◆ Exercise ◆
Where a line of the data holds the word "nodes", copy that line.

Stored data entries:
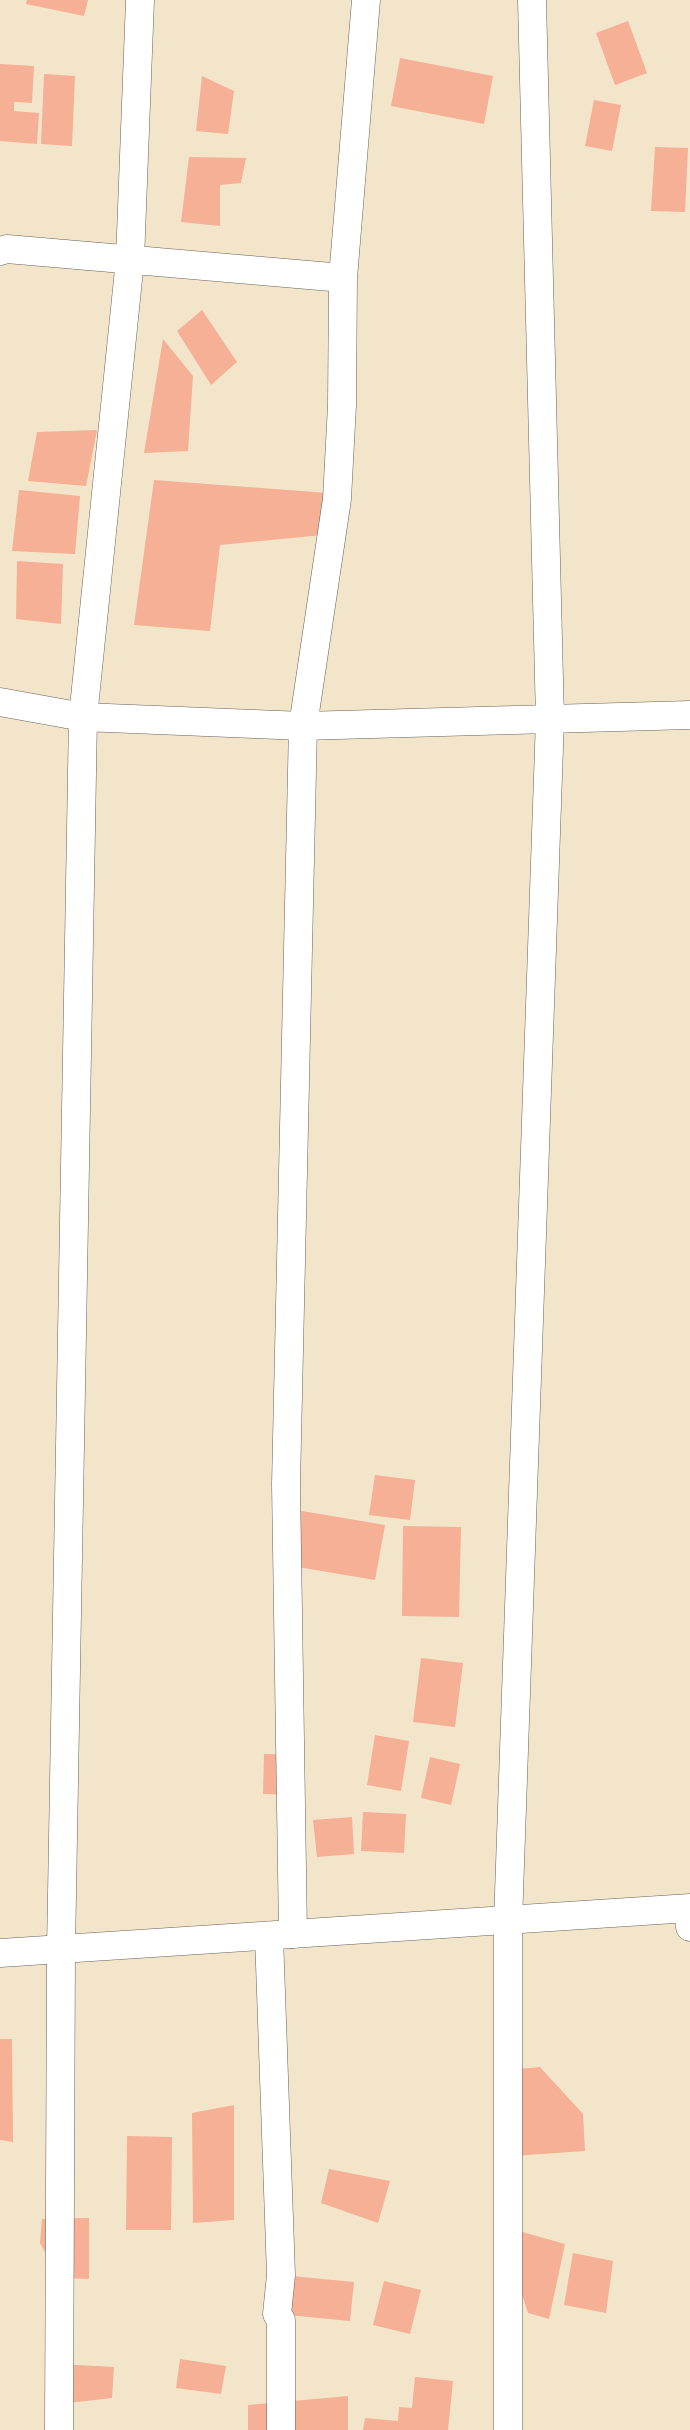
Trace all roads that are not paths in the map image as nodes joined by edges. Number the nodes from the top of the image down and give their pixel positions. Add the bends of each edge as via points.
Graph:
1 (140, 0) edge
2 (366, 0) edge
3 (532, 0) edge
4 (0, 251) edge
5 (130, 260) junction
6 (343, 278) junction
7 (0, 702) edge
8 (690, 714) edge
9 (83, 717) junction
10 (550, 719) junction
11 (303, 726) junction
12 (690, 1915) edge
13 (508, 1922) junction
14 (281, 1935) junction
15 (61, 1950) junction
16 (0, 1953) edge
17 (59, 2430) edge
18 (281, 2430) edge
19 (508, 2430) edge

1 - 5 street
2 - 6 street
3 - 10 street
4 - 5 street via 8,249
5 - 6 street
5 - 9 street
6 - 11 street via 337,500
7 - 9 street
8 - 10 street
9 - 11 street
9 - 15 street
10 - 11 street
10 - 13 street
11 - 14 street via 286,1484
12 - 13 street
13 - 14 street
13 - 19 street
14 - 15 street
14 - 18 street via 281,2275 277,2314 281,2320
15 - 16 street
15 - 17 street

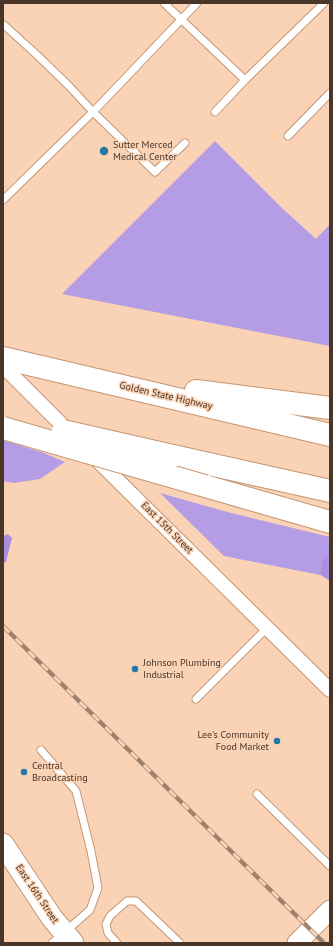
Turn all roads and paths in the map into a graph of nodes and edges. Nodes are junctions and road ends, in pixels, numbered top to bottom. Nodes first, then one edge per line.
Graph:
1 (164, 3) edge
2 (197, 3) edge
3 (324, 3) edge
4 (181, 20) junction
5 (3, 26) edge
6 (246, 80) junction
7 (330, 93) edge
8 (93, 112) junction
9 (215, 112) dead end
10 (288, 136) dead end
11 (185, 143) dead end
12 (3, 200) edge
13 (3, 358) edge
14 (3, 366) edge
15 (81, 376) junction
16 (330, 408) edge
17 (3, 418) edge
18 (3, 428) edge
19 (330, 435) edge
20 (330, 492) edge
21 (330, 522) edge
22 (267, 628) junction
23 (330, 690) edge
24 (196, 699) dead end
25 (40, 750) dead end
26 (257, 794) dead end
27 (3, 844) edge
28 (330, 866) edge
29 (330, 910) edge
30 (63, 939) edge
31 (117, 943) edge
32 (180, 943) edge
33 (298, 943) edge

1 - 4 lane
2 - 4 lane
3 - 6 lane
4 - 6 lane
4 - 8 lane
5 - 8 lane
6 - 9 lane
7 - 10 lane
8 - 11 lane
8 - 12 lane
13 - 15 highway, Golden State Highway
14 - 22 street, East 15th Street
15 - 16 highway
15 - 19 highway, Golden State Highway
17 - 20 highway, bridge
18 - 21 highway, bridge
22 - 23 street, East 15th Street
22 - 24 lane
25 - 30 lane
26 - 28 lane
27 - 30 main road, East 16th Street
29 - 33 main road
31 - 32 lane

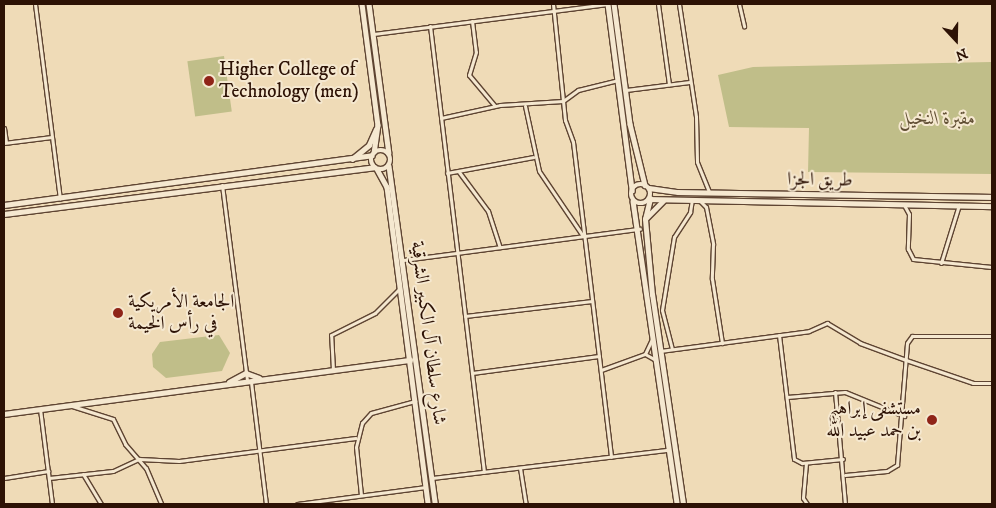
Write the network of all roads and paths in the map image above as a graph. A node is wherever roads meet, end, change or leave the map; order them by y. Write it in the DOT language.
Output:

◆ Result of the task ◆
Trace all roads that are not paths in the map image as nodes joined by edges. Number the nodes from the top of the image down and give their pixel positions. Add the bends of each edge as via points.
Turn all roads and paths in the map into a graph of nodes and edges. Nodes are junctions and road ends, in pixels, numbered top to bottom. Nodes first, then one edge per line.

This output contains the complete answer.